(The following was released by the rating agency)
LONDON/TOKYO/SINGAPORE, November 20 (Fitch) Restructured loans are unlikely to decline as the expiration of the Japanese government’s forbearance measures approaches, Fitch Ratings says. We are concerned that restructurings under the forbearance policy have masked the build-up of credit risk for the regional banks, especially as we see some near-term challenges for the Japanese economy.
Corporate bankruptcies have been rather subdued since the enforcement of the Act Concerning Temporary Measures to Facilitate Financing for SMEs in December 2009, and the regional banks have benefitted from declining loan-impairment charges. We believe that non-performing loans and credit costs will stay artificially depressed in the short-term, but could rise in two to three years as the banks adjust to a more disciplined approach to loan classification.

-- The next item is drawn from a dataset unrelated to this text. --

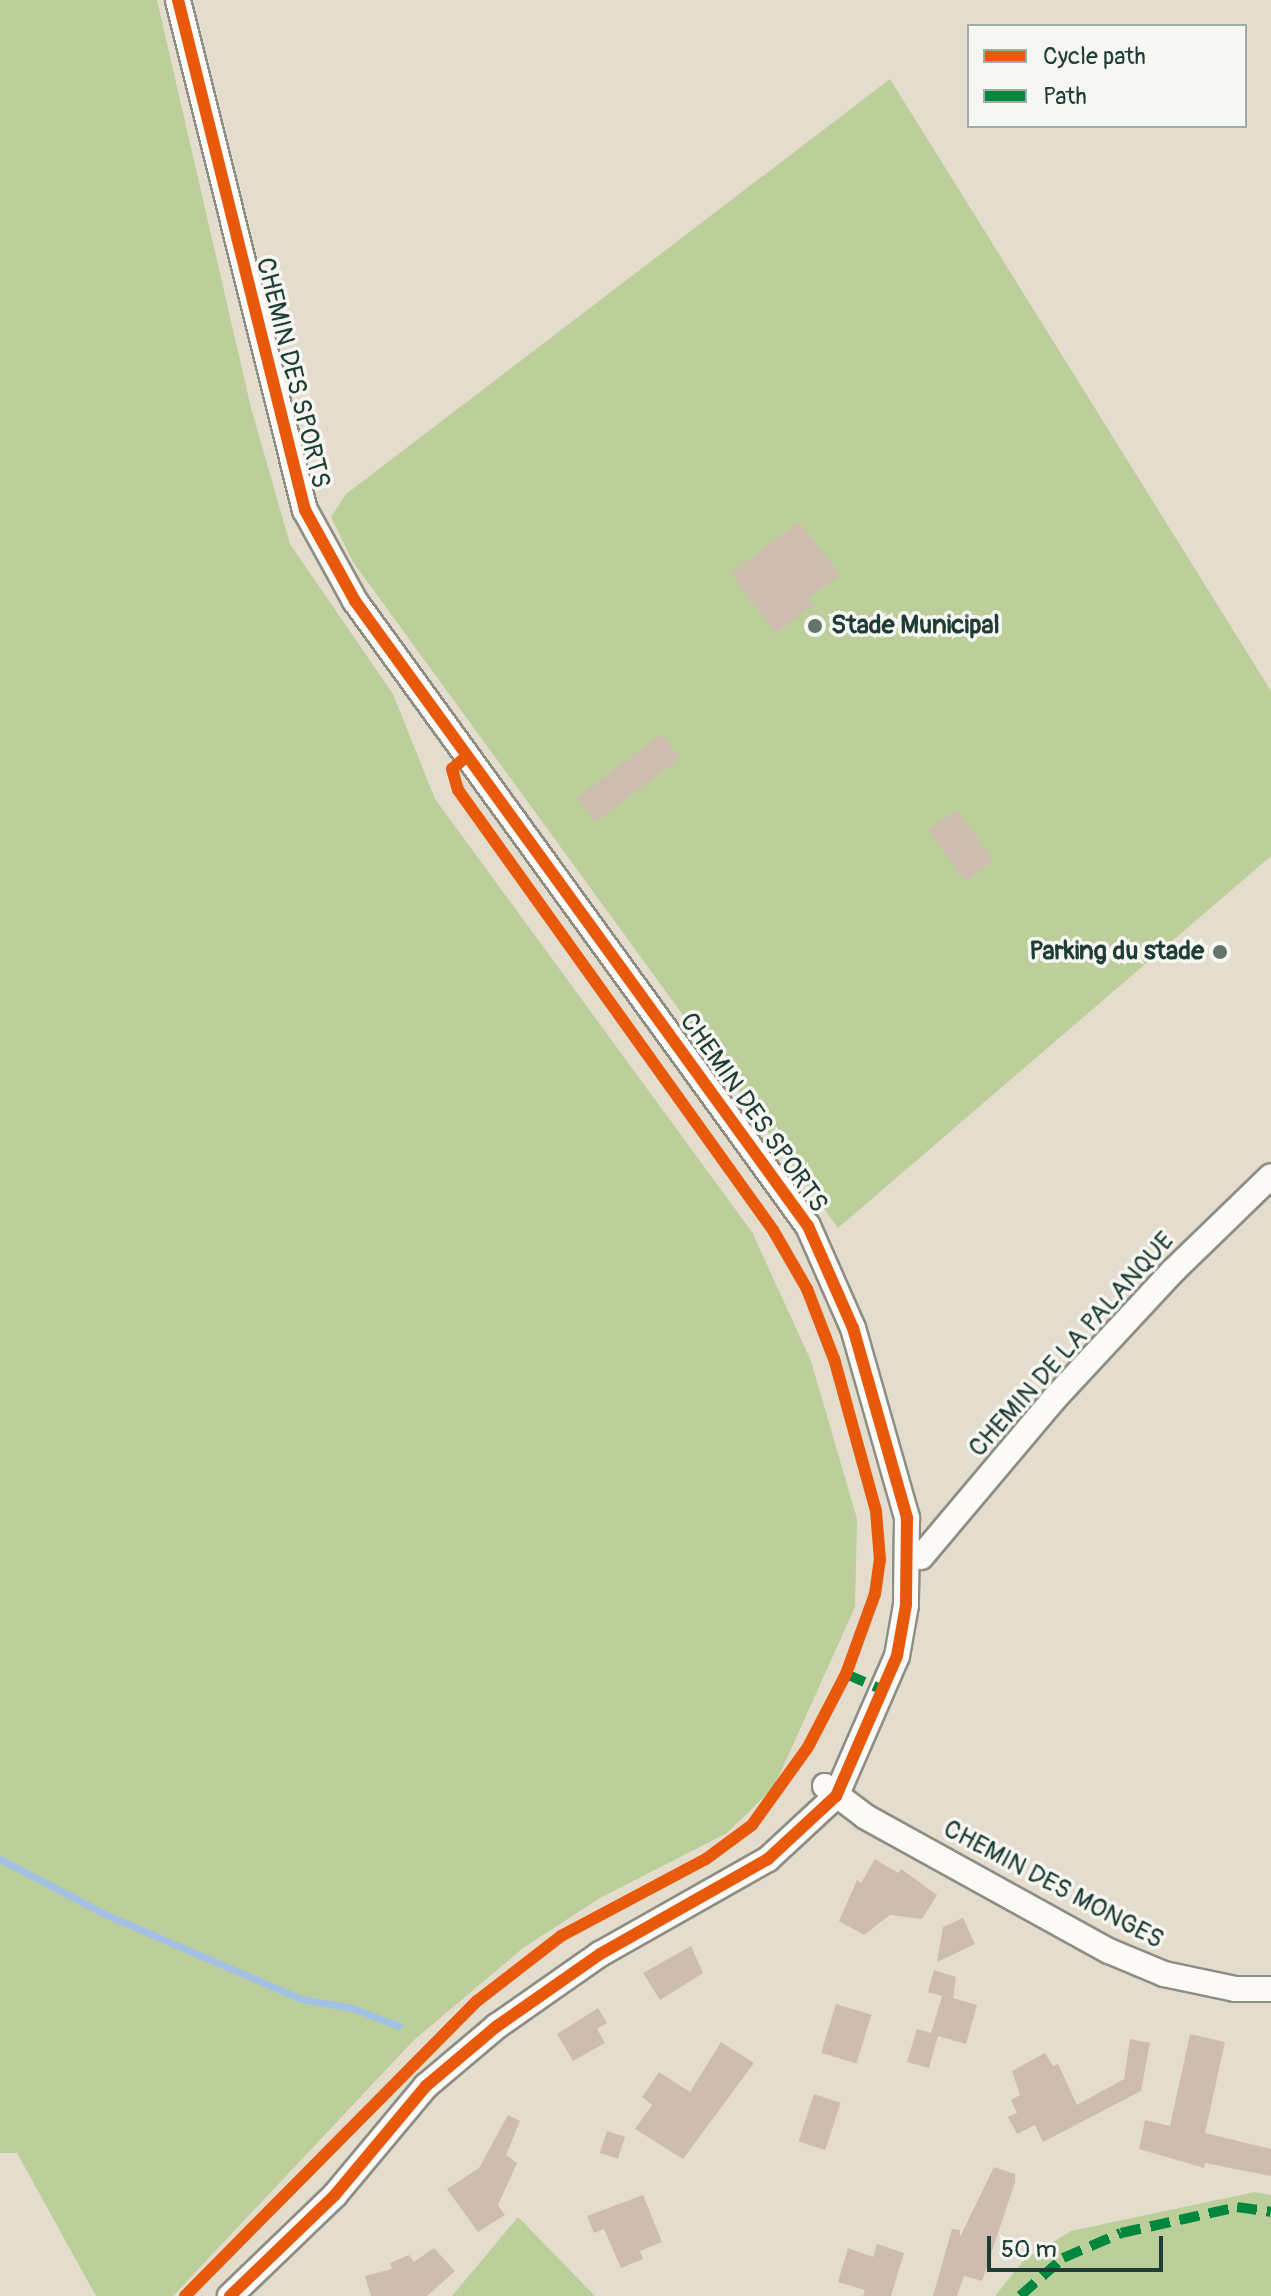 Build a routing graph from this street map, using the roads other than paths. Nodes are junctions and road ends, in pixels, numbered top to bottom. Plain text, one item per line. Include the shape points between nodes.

We expect most restructured loans to remain classified as performing when the Act expires at the end of March 2013. The forbearance measures allow loans to be rescheduled and avoid classification as non-performing. Japan’s Financial Services Agency recognises the need to ensure greater risk management discipline, but we expect it will maintain a flexible stance towards bank loan classification in order to prevent a disorderly adjustment. Forbearance is likely to remain high in the short term.
Regional banks’ credit quality remains a source of concern, particularly as the Japanese economy contracted by an annualized rate of 3.5% in July-September this year. Any deterioration in asset quality, together with less of an inclination to apply forbearance, may place greater pressure on earnings.
Weak market conditions and intense competition from the mega banks and other regional financial institutions have depressed revenues for the regional banks. We believe that regional banks’ profitability is going to be more susceptible than ever to Japan’s prospects for economic recovery, and also the way in which they wean themselves off restructurings. These pressures could encourage the regional banks to overcome the many operational and political obstacles to consolidation in the longer term.
For the mega banks, we believe the expiry of the forbearance measures can be managed more comfortably. Their strong franchises, expanding overseas operations as well as asset quality which is still sound, will support a moderate level of profitability in the face of tough domestic conditions.